44 000 Tests und ein positiver Befund in Pflegeheimen im Nordosten

08.07.2020 06:00

Gesundheitsminister Harry Glawe wollte wissen, wie weit das
Coronavirus schon in die Alten- und Pflegeheime im Land vorgedrungen
ist und ließ Tausende Menschen testen. Nun ist zumindest ein
Zwischenergebnis da.

Schwerin (dpa/mv) - Im Rahmen der landesweiten Untersuchungen auf das
Coronavirus bei Bewohnern und Beschäftigten in Pflegeeinrichtungen
sind bislang knapp 44 400 Abstrichtests erfolgt. Wie das
Gesundheitsministerium berichtete, war davon nur ein Test positiv.
Dabei handelt es sich nach dpa-Informationen um eine Mitarbeiterin in
der Küche eines Pflegeheims im Kreis Ludwigslust-Parchim. Das
Ergebnis zeige, dass die Hygienemaßnahmen in den Einrichtungen
wirksam seien, teilte das Ministerium mit.

Die 3,5 Millionen Euro teure Testreihe soll noch bis Ende Juli
fortgesetzt werden. Es gehe vor allem darum, insbesondere
asymptomatische Erkrankte frühzeitig entdecken zu können, hieß es vom

Ministerium.

Wie Gesundheitsminister Harry Glawe (CDU) Anfang Mai zu Beginn der
Testreihe sagte, sollten auf freiwilliger Basis rund 25 000 Menschen
in den Einrichtungen und 15 000 Beschäftigte untersucht werden.
«Durch die Tests kann ein mögliches, sonst unentdecktes
Infektionsgeschehen frühzeitig erkannt und eingedämmt werden»,
erklärte Glawe damals. Die Probanden sollten im Wochenrhythmus
zweimalig getestet werden, um so eine Übersicht zum Infektionsstatus
zu erhalten und positiv Getestete sofort zu isolieren.

Der Chef des Instituts für Medizinische Mikrobiologie an der
Unimedizin Rostock, Andreas Podbielski, äußerte erneut Zweifel am
Sinn der Testreihe. «Das Ergebnis spiegelt die allgemeine
Virusausbreitung in der Bevölkerung wider», sagte er der dpa. «Es
gibt kaum Covid-19-Fälle in Mecklenburg-Vorpommern, warum soll es
dann unter den Pflegebediensteten anders sein.» Das Gleiche gelte für
die Bewohner in den Heimen. Bei den weiter bestehenden
Kontaktbeschränkungen und der strengen Kontrolle der Gesundheit der
Pflegebediensteten könne es kaum zu einem Eintrag kommen. «Deshalb
ist der Effekt in den Altenheimen gleich Null.»
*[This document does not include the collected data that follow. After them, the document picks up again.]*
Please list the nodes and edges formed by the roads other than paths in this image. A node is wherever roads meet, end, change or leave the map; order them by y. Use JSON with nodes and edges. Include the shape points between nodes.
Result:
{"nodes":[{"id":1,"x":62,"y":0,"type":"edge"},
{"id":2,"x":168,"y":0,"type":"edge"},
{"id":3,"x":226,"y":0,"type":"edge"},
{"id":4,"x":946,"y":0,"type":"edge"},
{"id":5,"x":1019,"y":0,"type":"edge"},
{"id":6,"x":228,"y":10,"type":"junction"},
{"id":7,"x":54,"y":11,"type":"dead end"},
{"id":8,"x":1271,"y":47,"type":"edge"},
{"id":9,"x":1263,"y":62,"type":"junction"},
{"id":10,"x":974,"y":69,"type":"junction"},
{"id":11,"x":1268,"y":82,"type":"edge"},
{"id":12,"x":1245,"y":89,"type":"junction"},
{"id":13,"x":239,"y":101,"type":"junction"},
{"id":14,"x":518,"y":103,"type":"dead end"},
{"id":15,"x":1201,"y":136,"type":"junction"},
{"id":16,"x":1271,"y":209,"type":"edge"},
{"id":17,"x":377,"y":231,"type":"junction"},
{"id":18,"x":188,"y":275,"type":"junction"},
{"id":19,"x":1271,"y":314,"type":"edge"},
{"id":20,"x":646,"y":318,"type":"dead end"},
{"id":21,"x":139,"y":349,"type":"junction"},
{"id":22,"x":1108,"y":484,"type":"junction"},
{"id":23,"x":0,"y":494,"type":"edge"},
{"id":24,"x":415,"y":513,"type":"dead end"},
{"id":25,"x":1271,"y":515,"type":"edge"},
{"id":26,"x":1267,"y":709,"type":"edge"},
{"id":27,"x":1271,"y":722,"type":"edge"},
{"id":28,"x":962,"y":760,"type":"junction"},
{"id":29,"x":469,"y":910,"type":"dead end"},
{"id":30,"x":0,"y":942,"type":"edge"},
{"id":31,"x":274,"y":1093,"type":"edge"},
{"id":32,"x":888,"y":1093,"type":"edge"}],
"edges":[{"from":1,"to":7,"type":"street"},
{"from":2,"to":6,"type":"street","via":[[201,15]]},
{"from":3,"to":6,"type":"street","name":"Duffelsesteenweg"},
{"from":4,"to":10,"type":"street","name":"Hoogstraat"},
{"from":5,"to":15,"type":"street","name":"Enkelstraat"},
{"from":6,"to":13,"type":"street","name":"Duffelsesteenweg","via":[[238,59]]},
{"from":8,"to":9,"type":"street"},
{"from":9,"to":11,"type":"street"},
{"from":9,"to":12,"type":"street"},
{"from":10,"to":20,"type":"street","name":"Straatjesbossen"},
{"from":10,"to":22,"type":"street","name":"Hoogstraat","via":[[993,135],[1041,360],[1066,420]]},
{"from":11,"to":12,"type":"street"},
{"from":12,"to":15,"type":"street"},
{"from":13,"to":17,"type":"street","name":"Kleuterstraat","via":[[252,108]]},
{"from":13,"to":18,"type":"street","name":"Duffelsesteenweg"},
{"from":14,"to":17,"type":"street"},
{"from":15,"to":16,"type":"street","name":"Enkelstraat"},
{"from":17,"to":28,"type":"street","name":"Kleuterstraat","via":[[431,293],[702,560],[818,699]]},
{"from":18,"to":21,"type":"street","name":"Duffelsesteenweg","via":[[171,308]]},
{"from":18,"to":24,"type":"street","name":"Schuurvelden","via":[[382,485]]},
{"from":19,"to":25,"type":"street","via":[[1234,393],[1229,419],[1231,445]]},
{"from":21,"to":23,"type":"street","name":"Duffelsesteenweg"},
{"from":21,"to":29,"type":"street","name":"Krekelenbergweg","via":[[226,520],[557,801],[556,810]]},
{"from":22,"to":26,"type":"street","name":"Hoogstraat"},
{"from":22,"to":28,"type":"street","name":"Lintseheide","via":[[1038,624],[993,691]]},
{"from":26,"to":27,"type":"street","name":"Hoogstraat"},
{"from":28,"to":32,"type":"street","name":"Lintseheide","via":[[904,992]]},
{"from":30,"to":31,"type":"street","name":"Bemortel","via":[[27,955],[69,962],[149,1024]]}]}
Es gebe keine wissenschaftlichen Erkenntnisse, die sich aus dem
bisherigen Testergebnis ergeben. Podbielski verwies dabei auch auf
aktuellen Erfahrungen aus der Uniklinik Rostock. Dort seien ebenfalls
auf freiwilliger Basis Teile des Personals regelmäßig getestet
worden. «Nachdem über einen längeren Zeitraum hinweg keine positives

Ergebnis aufgetreten ist, haben wir nach mehr als 2000 Tests die
Reihe eingestellt», sagte Podbielski.

Schon Anfang Mai hatte es Kritik an der Testreihe gegeben, da die
Abstrichtests immer nur eine Momentaufnahme darstellten. Selbst ein
zu 100 Prozent negatives Ergebnis würde zu keiner Aufhebung der
Kontaktbeschränkungen in den Heimen führen, hieß es damals.